Frank supposes it isn’t, not really. It’s nothing of significance, a secondhand, recycled old study guide, but coming from Laurel it means more than he can put into any comprehensible sort of words; he might as well be holding a Holy Bible autographed by the good Lord himself. Silence rises up and settles over them like smog, and it’s just as awkward as she looks, probably about as awkward as she _feels_. Her stance is guarded, a degree of standoffishness about it that isn’t overt but is still very much present in the way she carries herself. She won’t look at him, and they’re so close but there might as well be a gully between them, an ocean, something so huge and cavernous there’s no way it can ever be traversed.

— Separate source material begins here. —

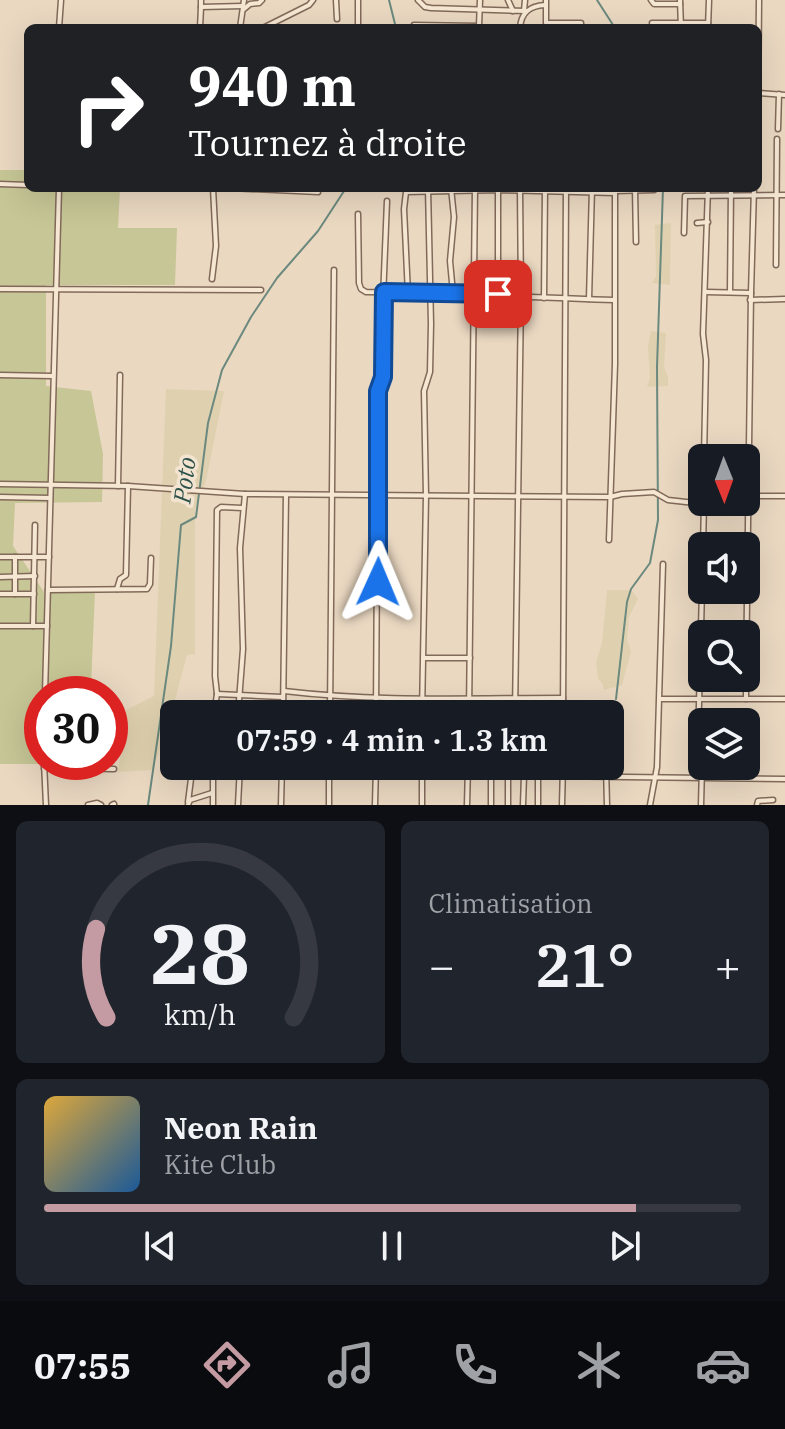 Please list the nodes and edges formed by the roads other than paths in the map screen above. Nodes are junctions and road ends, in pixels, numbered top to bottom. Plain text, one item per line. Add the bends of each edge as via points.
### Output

His gaze drops down to her stomach, before he can help himself. She still attempts to hide it as best she can, beneath dark, baggy blouses and jackets, but soon there won’t be any hiding it at all from the prying eyes of the world, from those who would judge her. He ponders, for a moment, how time seems to have passed so quickly. How much of her life he’s missed out on.

“So,” she surprises him by breaking the silence first. “What kind of law do you wanna go into?”

He gives a sheepish shrug. “Not sure. Somethin’ in juvenile justice, maybe. Helpin’ kids like I was. Make some kinda difference for them, so they turn out better than I did.”

She relaxes somewhat. “Didn’t you make fun of me for being an idealist, once?”

The tension in the air eases enough for him to chance a grin. “Yeah. Night we met.” She’s grinning back, it occurs to him. It’s tiny, tentative. But there’s no denying it’s there. “I remember.”

“Well, you were right, y’know,” she remarks, wryly, glancing down at her lump of a stomach. “You hit the nail on the head about me getting knocked up. Though… I’m not the idealist I was, anymore.”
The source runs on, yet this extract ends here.